Explore the Dot-com Bubble, the historic stock market boom and bust of the late 1990s fueled by speculation in internet-based companies.
What is it?
The Dot-com Bubble was a historic stock market bubble in the late 1990s, defined by extreme speculation in internet-related companies. From 1995 to its peak in March 2000, the Nasdaq Composite index soared as investors poured money into "dot-coms," many of which had no clear path to profitability. The frenzy was driven by excitement over the new internet economy, leading to sky-high valuations for companies with minimal revenue. The bubble burst spectacularly between 2000 and 2002, causing the market to crash and numerous companies to fail.
Why is it trending?
The Dot-com Bubble serves as a timeless cautionary tale in finance. It re-enters public discussion whenever a new technology, such as AI or cryptocurrency, experiences a rapid surge in investment and valuation. Commentators draw parallels between the dot-com era's speculative mania and today's market trends, questioning whether current booms are sustainable. Its lessons on market psychology, speculative risk, and the importance of solid business fundamentals remain highly relevant for investors trying to navigate volatile market cycles.

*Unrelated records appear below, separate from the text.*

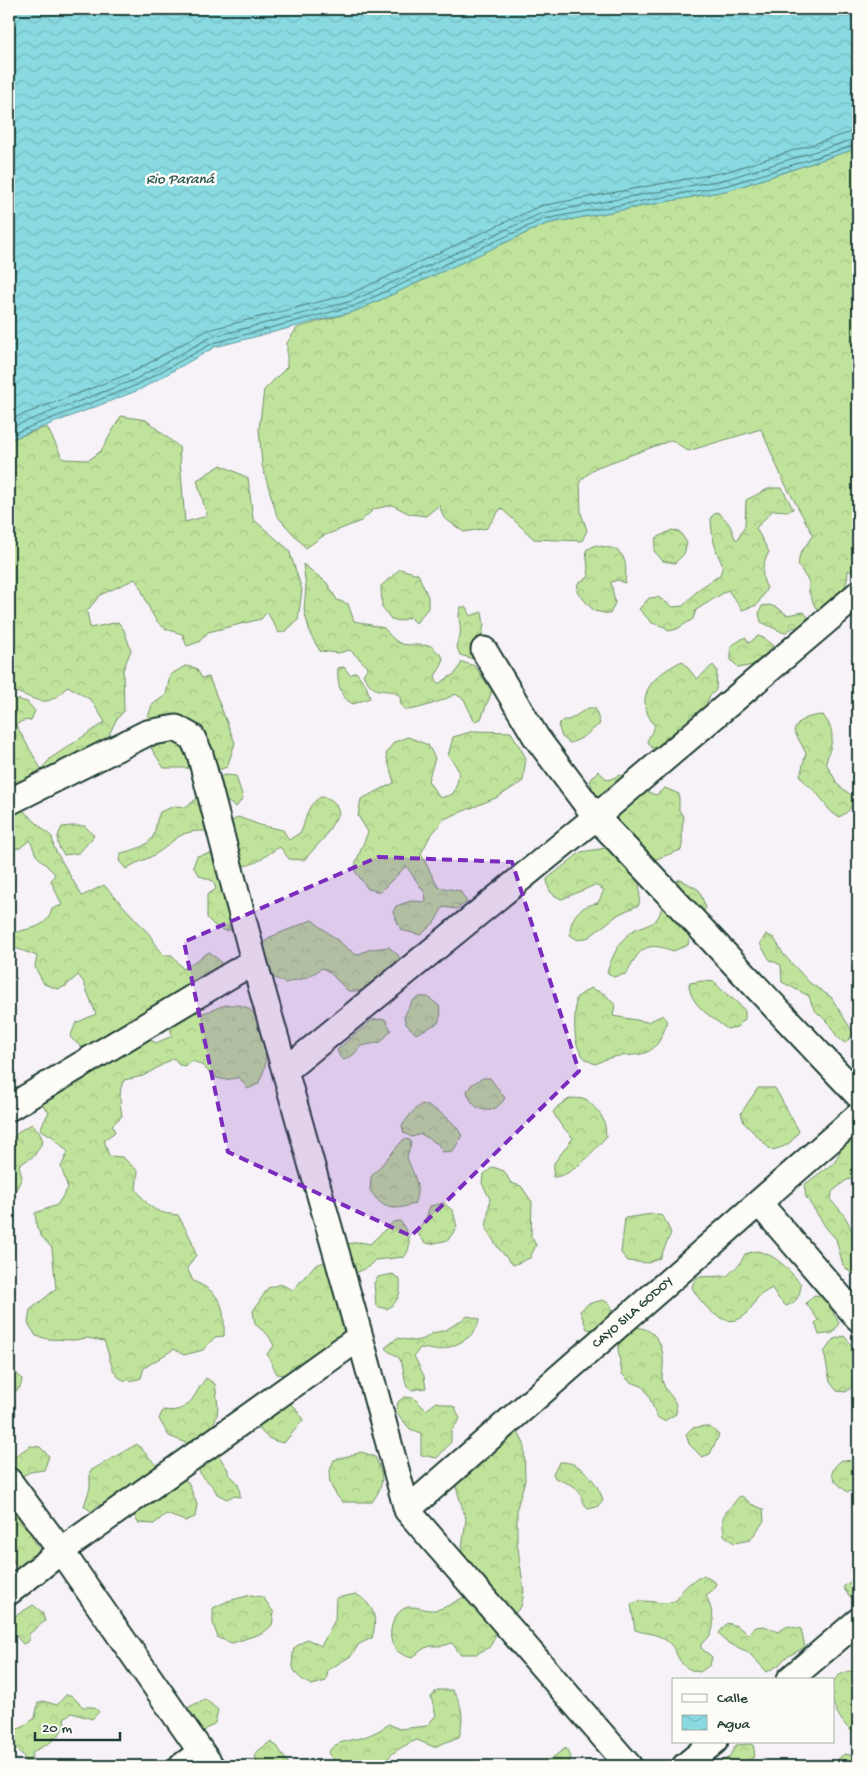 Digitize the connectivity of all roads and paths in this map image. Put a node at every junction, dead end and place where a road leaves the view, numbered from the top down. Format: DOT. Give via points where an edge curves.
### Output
graph roads {
  1 [pos="858,594"];
  2 [pos="484,650"];
  3 [pos="9,802"];
  4 [pos="596,817"];
  5 [pos="254,961"];
  6 [pos="286,1070"];
  7 [pos="858,1095"];
  8 [pos="9,1108"];
  9 [pos="858,1116"];
  10 [pos="760,1203"];
  11 [pos="858,1318"];
  12 [pos="360,1337"];
  13 [pos="9,1482"];
  14 [pos="407,1510"];
  15 [pos="61,1551"];
  16 [pos="9,1592"];
  17 [pos="858,1621"];
  18 [pos="791,1678"];
  19 [pos="714,1742"];
  20 [pos="198,1762"];
  21 [pos="619,1763"];
  22 [pos="685,1766"];
  1 -- 4 [label="street"];
  2 -- 4 [label="street" via="536,737"];
  3 -- 5 [label="street" via="147,733 176,728 192,737 200,754"];
  4 -- 6 [label="street"];
  4 -- 7 [label="street"];
  5 -- 6 [label="street"];
  5 -- 8 [label="street"];
  6 -- 12 [label="street"];
  9 -- 10 [label="street, CAYO SILA GODOY"];
  10 -- 11 [label="street"];
  10 -- 14 [label="street, CAYO SILA GODOY"];
  12 -- 14 [label="street"];
  12 -- 15 [label="street"];
  13 -- 15 [label="street"];
  14 -- 21 [label="street"];
  15 -- 16 [label="street"];
  15 -- 20 [label="street"];
  17 -- 18 [label="street"];
  19 -- 22 [label="street"];
} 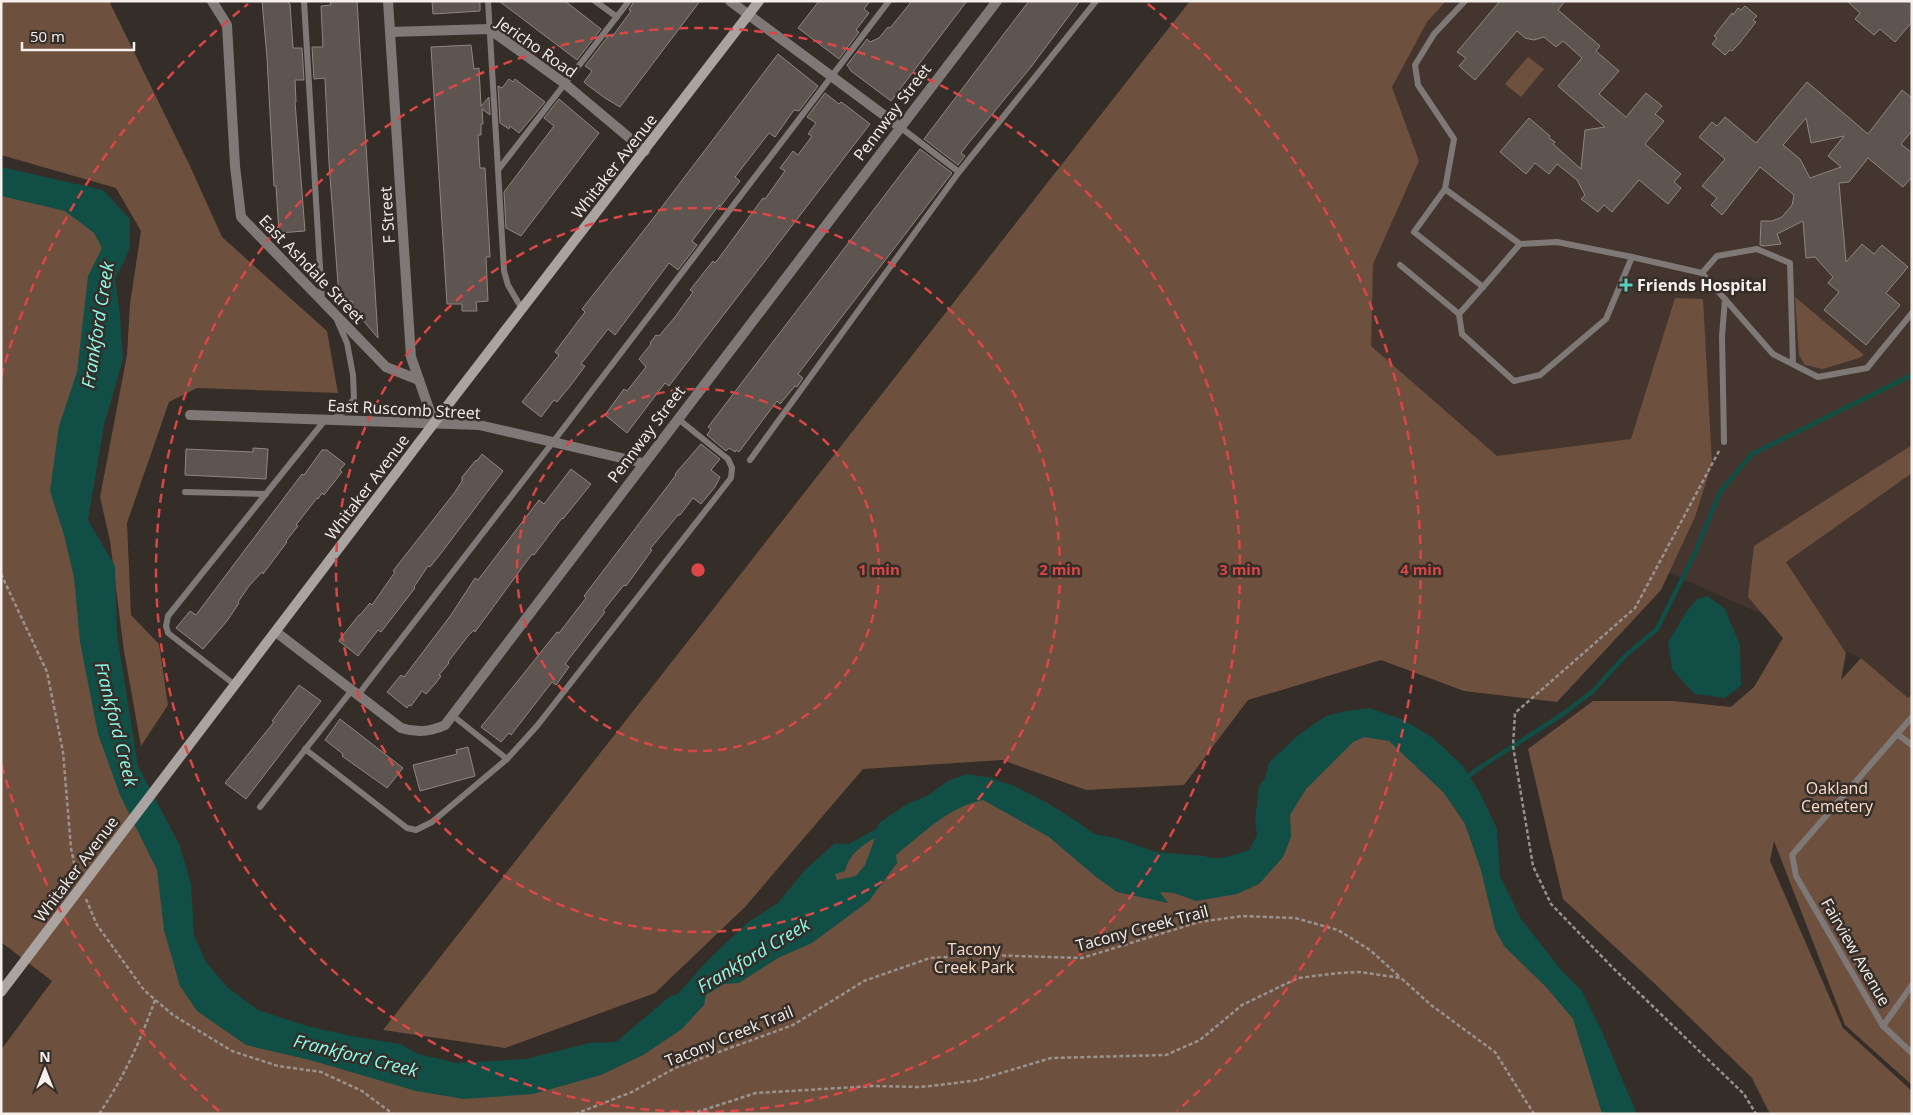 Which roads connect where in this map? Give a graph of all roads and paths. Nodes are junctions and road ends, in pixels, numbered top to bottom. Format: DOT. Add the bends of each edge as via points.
graph roads {
  1 [pos="212,1"];
  2 [pos="304,1"];
  3 [pos="388,1"];
  4 [pos="488,1"];
  5 [pos="595,1"];
  6 [pos="629,1"];
  7 [pos="730,1"];
  8 [pos="759,1"];
  9 [pos="889,1"];
  10 [pos="997,1"];
  11 [pos="1096,1"];
  12 [pos="1465,1"];
  13 [pos="748,16"];
  14 [pos="616,17"];
  15 [pos="489,28"];
  16 [pos="390,32"];
  17 [pos="831,77"];
  18 [pos="564,83"];
  19 [pos="900,127"];
  20 [pos="645,151"];
  21 [pos="498,170"];
  22 [pos="959,172"];
  23 [pos="1445,189"];
  24 [pos="1520,244"];
  25 [pos="1632,257"];
  26 [pos="1400,265"];
  27 [pos="1702,273"];
  28 [pos="1483,287"];
  29 [pos="1725,299"];
  30 [pos="322,302"];
  31 [pos="522,310"];
  32 [pos="1912,313"];
  33 [pos="335,314"];
  34 [pos="1459,314"];
  35 [pos="1793,364"];
  36 [pos="419,380"];
  37 [pos="190,415"];
  38 [pos="678,418"];
  39 [pos="328,420"];
  40 [pos="434,423"];
  41 [pos="553,442"];
  42 [pos="1724,442"];
  43 [pos="750,460"];
  44 [pos="643,463"];
  45 [pos="185,492"];
  46 [pos="266,494"];
  47 [pos="1,574"];
  48 [pos="276,632"];
  49 [pos="235,685"];
  50 [pos="355,693"];
  51 [pos="452,715"];
  52 [pos="1912,717"];
  53 [pos="1897,734"];
  54 [pos="1912,745"];
  55 [pos="305,749"];
  56 [pos="507,759"];
  57 [pos="260,807"];
  58 [pos="76,878"];
  59 [pos="83,894"];
  60 [pos="1401,978"];
  61 [pos="1912,985"];
  62 [pos="1,992"];
  63 [pos="155,1000"];
  64 [pos="1883,1026"];
  65 [pos="1912,1053"];
  66 [pos="99,1114"];
  67 [pos="393,1114"];
  68 [pos="575,1114"];
  69 [pos="691,1114"];
  70 [pos="1534,1114"];
  71 [pos="1756,1114"];
  1 -- 30 [label="street, East Ashdale Street" via="227,25 241,217"];
  2 -- 30 [label="lane"];
  3 -- 16 [label="street, F Street"];
  4 -- 15 [label="lane"];
  5 -- 14 [label="lane"];
  6 -- 14 [label="lane"];
  7 -- 13 [label="street"];
  8 -- 13 [label="main road, Whitaker Avenue"];
  9 -- 17 [label="lane"];
  10 -- 19 [label="street, Pennway Street"];
  11 -- 22 [label="lane"];
  12 -- 23 [label="lane" via="1434,34 1415,65 1418,85 1454,139"];
  13 -- 17 [label="street"];
  13 -- 20 [label="main road, Whitaker Avenue"];
  14 -- 18 [label="lane"];
  15 -- 16 [label="street, Jericho Road"];
  15 -- 18 [label="street, Jericho Road"];
  15 -- 21 [label="lane"];
  16 -- 36 [label="street, F Street" via="411,357"];
  17 -- 19 [label="street"];
  17 -- 41 [label="lane"];
  18 -- 20 [label="street, Jericho Road"];
  18 -- 21 [label="lane"];
  19 -- 22 [label="lane"];
  19 -- 38 [label="street, Pennway Street"];
  20 -- 31 [label="main road, Whitaker Avenue"];
  21 -- 31 [label="lane" via="504,271"];
  22 -- 43 [label="lane"];
  23 -- 24 [label="lane"];
  23 -- 28 [label="lane" via="1414,232"];
  24 -- 25 [label="lane" via="1557,242"];
  24 -- 28 [label="lane"];
  25 -- 27 [label="lane"];
  25 -- 34 [label="lane" via="1606,319 1540,375 1514,382 1462,334"];
  26 -- 34 [label="lane"];
  27 -- 29 [label="lane"];
  27 -- 35 [label="lane" via="1718,256 1757,249 1790,263"];
  28 -- 34 [label="lane"];
  29 -- 35 [label="lane" via="1773,354"];
  29 -- 42 [label="lane" via="1722,336"];
  30 -- 33 [label="street, East Ashdale Street"];
  31 -- 40 [label="main road, Whitaker Avenue"];
  32 -- 35 [label="lane" via="1867,368 1818,377"];
  33 -- 36 [label="street, East Ashdale Street" via="386,367"];
  33 -- 39 [label="lane" via="348,343 354,375 354,399 343,412"];
  36 -- 40 [label="street, F Street"];
  37 -- 39 [label="street, East Ruscomb Street"];
  38 -- 44 [label="street, Pennway Street"];
  38 -- 56 [label="lane" via="728,459 732,468 730,478 538,726"];
  39 -- 40 [label="street, East Ruscomb Street"];
  39 -- 46 [label="lane"];
  40 -- 41 [label="street, East Ruscomb Street" via="479,425"];
  40 -- 48 [label="main road, Whitaker Avenue"];
  41 -- 44 [label="street, East Ruscomb Street"];
  41 -- 50 [label="lane"];
  42 -- 71 [label="path" via="1635,608 1515,713 1513,746 1533,866 1551,904 1744,1094"];
  44 -- 51 [label="street, Pennway Street"];
  45 -- 46 [label="lane"];
  46 -- 49 [label="lane" via="168,616 166,626 168,633"];
  47 -- 58 [label="path" via="47,672 63,752"];
  48 -- 49 [label="main road, Whitaker Avenue"];
  48 -- 50 [label="street, Pennway Street"];
  49 -- 62 [label="main road, Whitaker Avenue"];
  50 -- 51 [label="street, Pennway Street" via="412,732 425,732 445,725"];
  50 -- 55 [label="lane"];
  51 -- 56 [label="lane"];
  52 -- 53 [label="lane"];
  53 -- 54 [label="lane"];
  53 -- 64 [label="lane, Fairview Avenue" via="1792,855 1796,876"];
  55 -- 56 [label="lane" via="408,828 416,830 432,822"];
  55 -- 57 [label="lane"];
  59 -- 63 [label="path" via="97,925 144,990"];
  60 -- 68 [label="path, Tacony Creek Trail" via="1370,950 1338,930 1296,918 1243,916 1199,922 1082,958 930,958 864,981 793,1025 675,1068 632,1092"];
  60 -- 69 [label="path" via="1360,972 1298,978 1242,1005 1200,1040 1166,1055 1052,1058 978,1080 938,1085 756,1093"];
  60 -- 70 [label="path, Tacony Creek Trail" via="1431,1005 1495,1052"];
  61 -- 64 [label="lane"];
  63 -- 66 [label="path" via="122,1079"];
  63 -- 67 [label="path" via="173,1015 232,1051 278,1066 322,1072 362,1091"];
  64 -- 65 [label="lane, Fairview Avenue"];
}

How does it affect people?
The collapse of the bubble had severe consequences. Investors lost trillions of dollars as tech stocks plummeted, wiping out retirement funds and personal savings for many. The crash triggered widespread layoffs across the technology sector and contributed to a mild recession in the early 2000s. Its lasting impact was a fundamental shift in investor behavior, creating a more cautious approach that emphasizes profitability and sustainable growth over the "growth at all costs" mentality that characterized the dot-com era. This event reshaped venture capital and tech development for years to come.